== EXERCISE MATERIALS ==

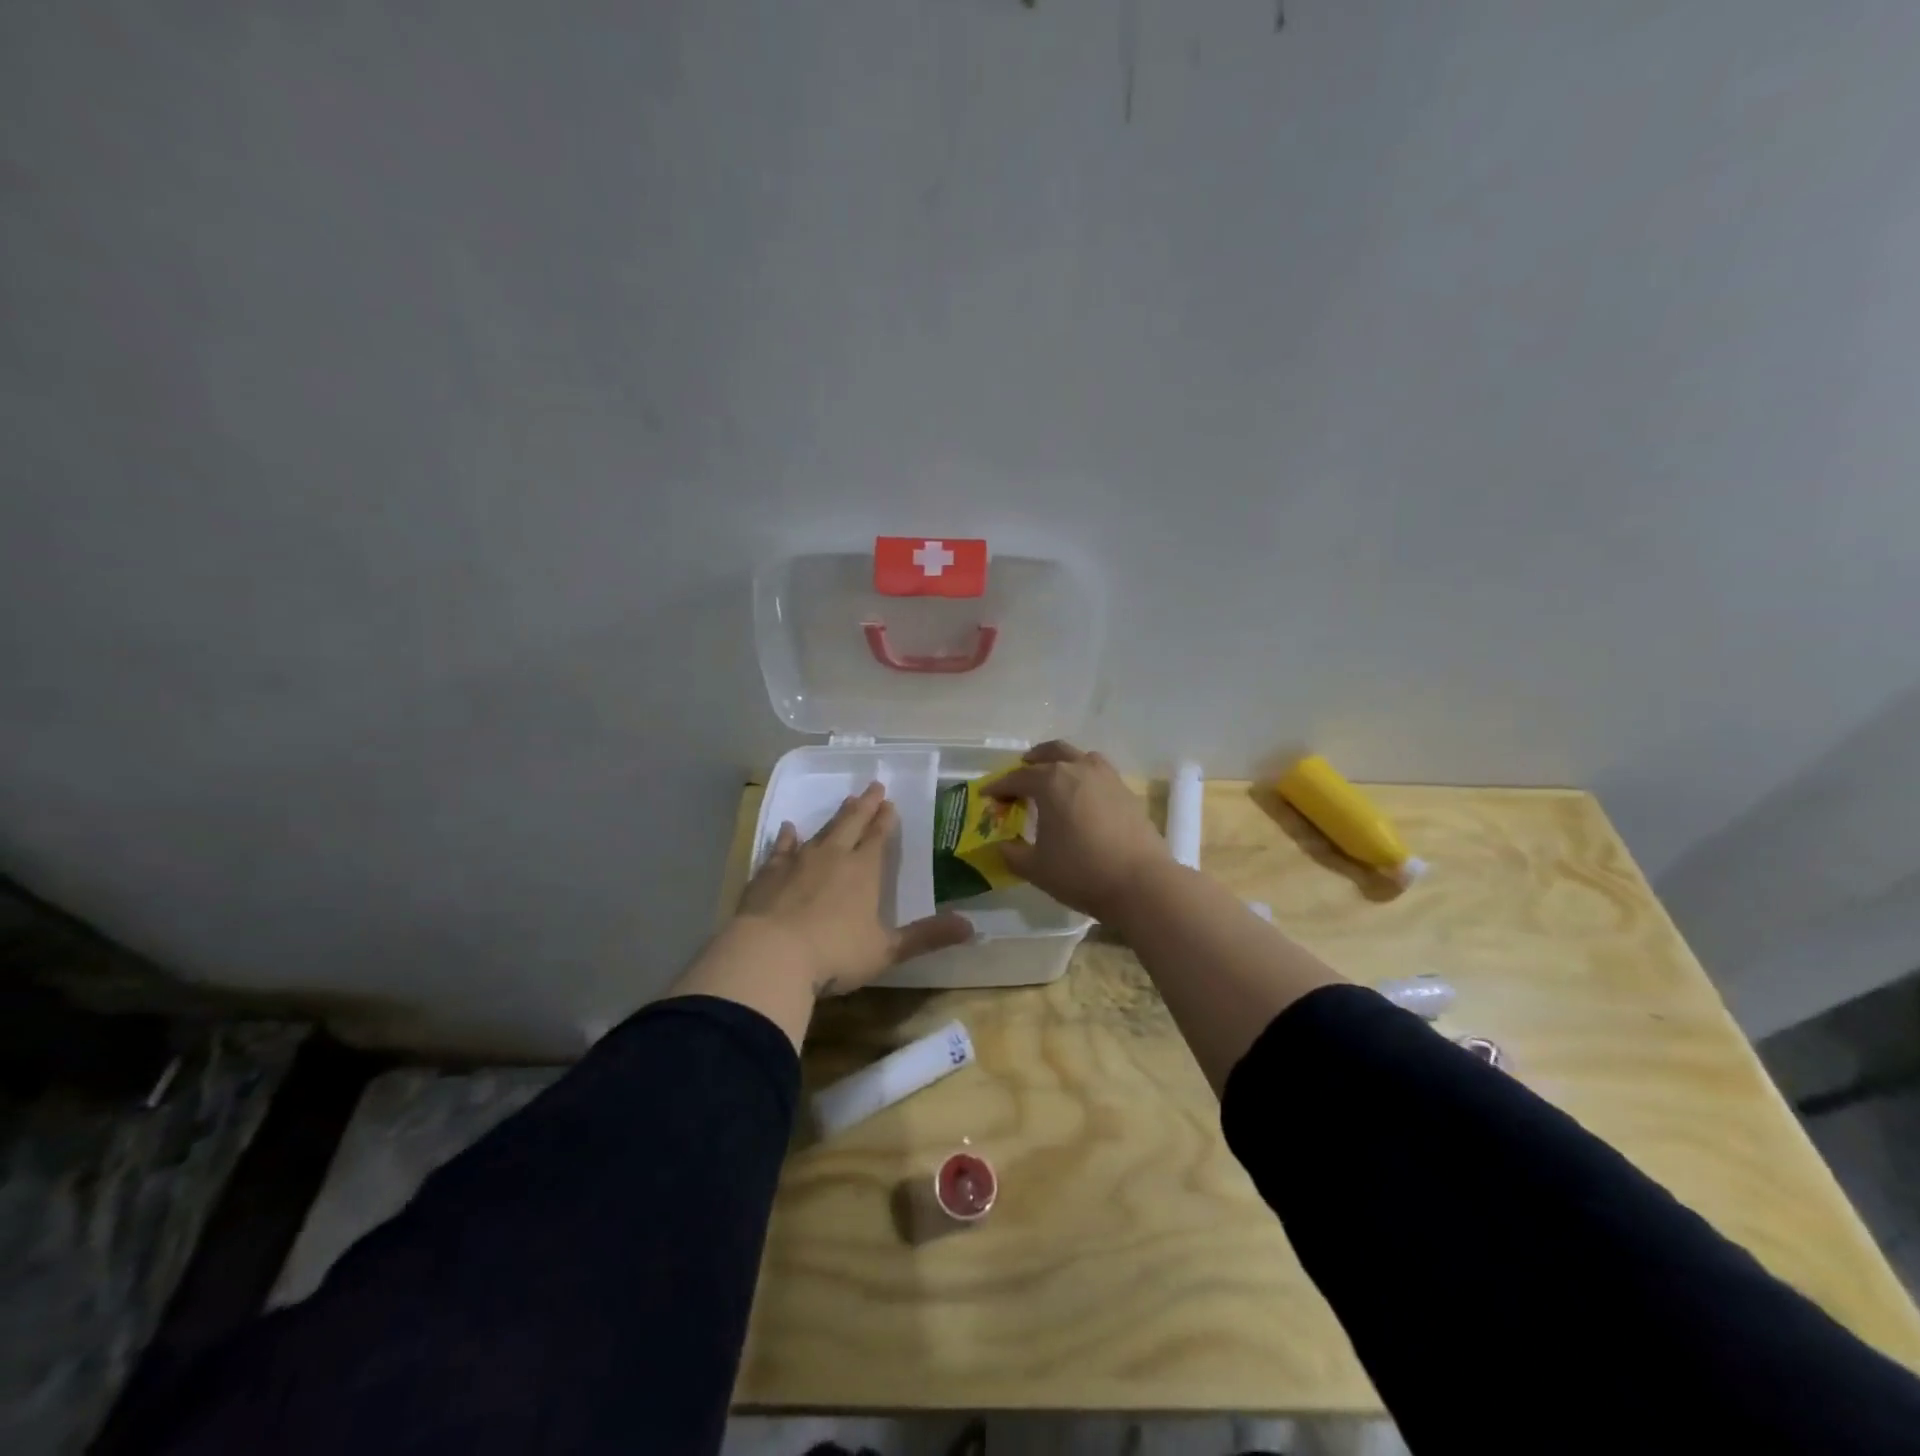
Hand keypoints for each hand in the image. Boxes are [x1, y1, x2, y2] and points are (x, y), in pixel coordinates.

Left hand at [736, 783, 972, 996]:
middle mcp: (832, 856)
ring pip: (821, 830)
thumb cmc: (834, 954)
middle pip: (851, 823)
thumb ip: (926, 937)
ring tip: (844, 802)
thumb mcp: (887, 950)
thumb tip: (971, 928)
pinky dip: (786, 837)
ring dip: (834, 817)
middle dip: (865, 805)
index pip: (878, 837)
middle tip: (873, 786)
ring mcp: (797, 862)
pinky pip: (781, 847)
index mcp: (863, 871)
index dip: (886, 820)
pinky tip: (787, 828)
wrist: (770, 955)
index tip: (890, 803)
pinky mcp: (768, 874)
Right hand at [989, 741, 1173, 920]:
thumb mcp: (1035, 868)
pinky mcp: (1127, 792)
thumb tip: (1001, 846)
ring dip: (1063, 762)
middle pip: (1052, 752)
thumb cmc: (1081, 872)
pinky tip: (1083, 798)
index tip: (987, 795)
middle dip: (1033, 761)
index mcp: (1051, 781)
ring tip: (1054, 779)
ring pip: (1080, 757)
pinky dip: (1085, 777)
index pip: (1018, 777)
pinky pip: (1100, 773)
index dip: (999, 786)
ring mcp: (1107, 778)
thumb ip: (1012, 853)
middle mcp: (1079, 769)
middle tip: (1021, 773)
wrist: (1141, 883)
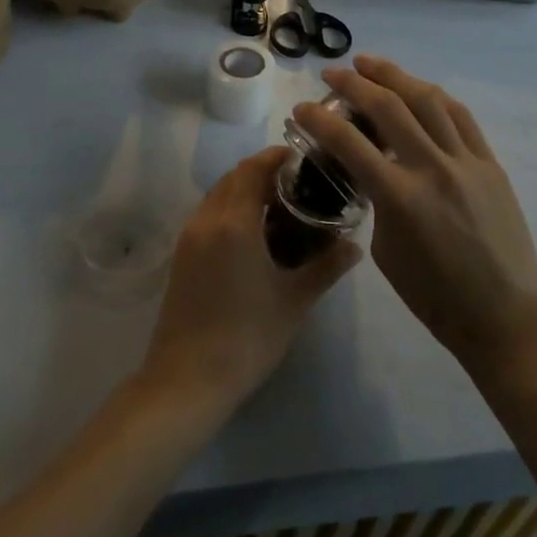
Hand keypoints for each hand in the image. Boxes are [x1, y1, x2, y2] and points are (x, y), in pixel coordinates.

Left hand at [141, 148, 359, 408]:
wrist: (187, 379)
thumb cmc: (247, 337)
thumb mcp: (294, 301)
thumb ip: (326, 267)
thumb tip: (354, 245)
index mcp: (234, 222)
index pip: (254, 169)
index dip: (277, 157)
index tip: (302, 159)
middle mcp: (206, 219)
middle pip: (233, 177)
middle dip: (263, 171)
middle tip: (297, 183)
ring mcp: (188, 237)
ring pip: (218, 195)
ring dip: (244, 189)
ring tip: (278, 206)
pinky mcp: (181, 255)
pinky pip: (208, 214)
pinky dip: (229, 208)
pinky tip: (253, 234)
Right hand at [296, 57, 536, 372]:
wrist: (505, 315)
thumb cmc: (436, 297)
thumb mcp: (386, 251)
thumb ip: (377, 203)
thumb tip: (374, 174)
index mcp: (400, 197)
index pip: (349, 143)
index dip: (319, 119)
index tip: (301, 107)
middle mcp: (433, 168)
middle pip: (389, 106)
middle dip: (355, 82)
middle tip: (333, 72)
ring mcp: (467, 162)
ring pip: (428, 100)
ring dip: (396, 76)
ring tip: (371, 65)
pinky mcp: (490, 164)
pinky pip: (461, 117)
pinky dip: (434, 97)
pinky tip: (418, 89)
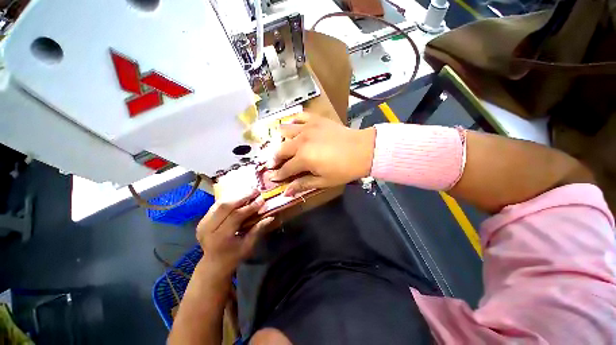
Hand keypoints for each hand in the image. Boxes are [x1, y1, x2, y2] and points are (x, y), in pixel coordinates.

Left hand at [196, 190, 274, 277]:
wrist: (213, 263)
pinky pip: (216, 205)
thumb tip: (271, 216)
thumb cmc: (233, 256)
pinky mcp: (202, 220)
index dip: (250, 207)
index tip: (262, 199)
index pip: (235, 216)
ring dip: (235, 196)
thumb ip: (258, 229)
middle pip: (225, 206)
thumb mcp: (248, 246)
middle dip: (242, 197)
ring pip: (220, 203)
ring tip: (249, 192)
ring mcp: (202, 223)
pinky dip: (229, 200)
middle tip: (255, 191)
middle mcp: (208, 229)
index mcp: (220, 238)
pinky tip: (239, 197)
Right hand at [270, 113, 375, 195]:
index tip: (272, 178)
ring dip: (281, 140)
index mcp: (303, 158)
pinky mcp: (315, 120)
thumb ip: (303, 184)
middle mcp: (301, 141)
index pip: (285, 168)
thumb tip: (285, 192)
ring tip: (283, 146)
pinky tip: (294, 127)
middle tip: (274, 164)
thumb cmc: (344, 169)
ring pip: (285, 131)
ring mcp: (307, 128)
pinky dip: (293, 122)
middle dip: (274, 158)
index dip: (278, 175)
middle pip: (281, 150)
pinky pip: (299, 117)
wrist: (362, 150)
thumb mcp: (324, 181)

== WHAT THE EXERCISE ASKS ==
Reproduce, word for word, everything in the listing above except the pictures.

== SOLUTION ==
Hand keypoints for each hand in the image. Boxes are [x1, y1, x2, y2] and points are (x, y), in pixel coordinates.

Left hand at [736, 783, 972, 996]:
middle mcp: (832, 856)
ring pip: (821, 830)
thumb cmc: (834, 954)
middle pip: (851, 823)
thumb ip: (926, 937)
ring tip: (844, 802)
thumb mcp: (887, 950)
thumb tip: (971, 928)
pinky dip: (786, 837)
ring dip: (834, 817)
middle dip: (865, 805)
index pip: (878, 837)
middle tip: (873, 786)
ring mcp: (797, 862)
pinky pip: (781, 847)
index mcp: (863, 871)
index dip: (886, 820)
pinky tip: (787, 828)
wrist: (770, 955)
index tip: (890, 803)
pinky mcp: (768, 874)
Right hand at [989, 741, 1173, 920]:
thumb mcp: (1035, 868)
pinky mcp: (1127, 792)
thumb tip: (1001, 846)
ring dip: (1063, 762)
middle pip: (1052, 752)
thumb cmc: (1081, 872)
pinky tip: (1083, 798)
index tip: (987, 795)
middle dip: (1033, 761)
index mcp: (1051, 781)
ring tip: (1054, 779)
ring pip: (1080, 757)
pinky dip: (1085, 777)
index pip: (1018, 777)
pinky pip: (1100, 773)
index dip: (999, 786)
ring mcp: (1107, 778)
thumb ip: (1012, 853)
middle mcp: (1079, 769)
middle tip: (1021, 773)
wrist: (1141, 883)
Hand keypoints for each hand in the image. Boxes are [x1, y1, x2, y2] and points are (x, y), in pixel coordinates.

Left hand at [141, 148, 359, 408]:
wrist: (187, 379)
thumb cmc: (247, 337)
thumb mcp: (294, 301)
thumb ip: (326, 267)
thumb tip: (354, 245)
index mcp: (234, 222)
index pip: (254, 169)
index dip: (277, 157)
index tip: (302, 159)
middle mcp: (206, 219)
middle pip: (233, 177)
middle dip: (263, 171)
middle tip: (297, 183)
ring mcp: (188, 237)
ring pip: (218, 195)
ring dip: (244, 189)
ring tip: (278, 206)
pinky mcp: (181, 255)
pinky pip: (208, 214)
pinky dip: (229, 208)
pinky tip: (253, 234)
Right hand at [296, 57, 536, 372]:
wrist: (505, 315)
thumb cmc: (436, 297)
thumb mcp: (386, 251)
thumb ip: (377, 203)
thumb tip: (374, 174)
index mcp: (400, 197)
index pip: (349, 143)
index dip: (319, 119)
index tip: (301, 107)
middle mcp: (433, 168)
middle pip: (389, 106)
middle dip: (355, 82)
middle tip: (333, 72)
ring mcp: (467, 162)
ring pip: (428, 100)
ring dip: (396, 76)
ring tip: (371, 65)
pinky mcp: (490, 164)
pinky pip: (461, 117)
pinky dip: (434, 97)
pinky tip: (418, 89)
Hand keypoints for each hand in the image. Boxes are [x1, y1, x2, y2] and points are (x, y), in pixel coordinates.

Left hand at [196, 190, 274, 277]:
wrist: (213, 263)
pinky pip: (216, 205)
thumb tip: (271, 216)
thumb cmc: (233, 256)
pinky mcp: (202, 220)
index dip: (250, 207)
index tip: (262, 199)
index pip: (235, 216)
ring dip: (235, 196)
thumb ip: (258, 229)
middle pip: (225, 206)
thumb mcp: (248, 246)
middle dip: (242, 197)
ring pip: (220, 203)
ring tip: (249, 192)
ring mcp: (202, 223)
pinky dip: (229, 200)
middle tip: (255, 191)
middle mcp: (208, 229)
index mcp: (220, 238)
pinky tip: (239, 197)
Right hand at [270, 113, 375, 195]:
index tip: (272, 178)
ring dip: (281, 140)
index mcp: (303, 158)
pinky mcp: (315, 120)
thumb ip: (303, 184)
middle mcp: (301, 141)
index pip: (285, 168)
thumb tip: (285, 192)
ring tip: (283, 146)
pinky tip: (294, 127)
middle tip: (274, 164)
thumb cmc: (344, 169)
ring pip: (285, 131)
ring mcp: (307, 128)
pinky dip: (293, 122)
middle dip: (274, 158)
index dip: (278, 175)
middle pip: (281, 150)
pinky pip: (299, 117)
wrist: (362, 150)
thumb mcp: (324, 181)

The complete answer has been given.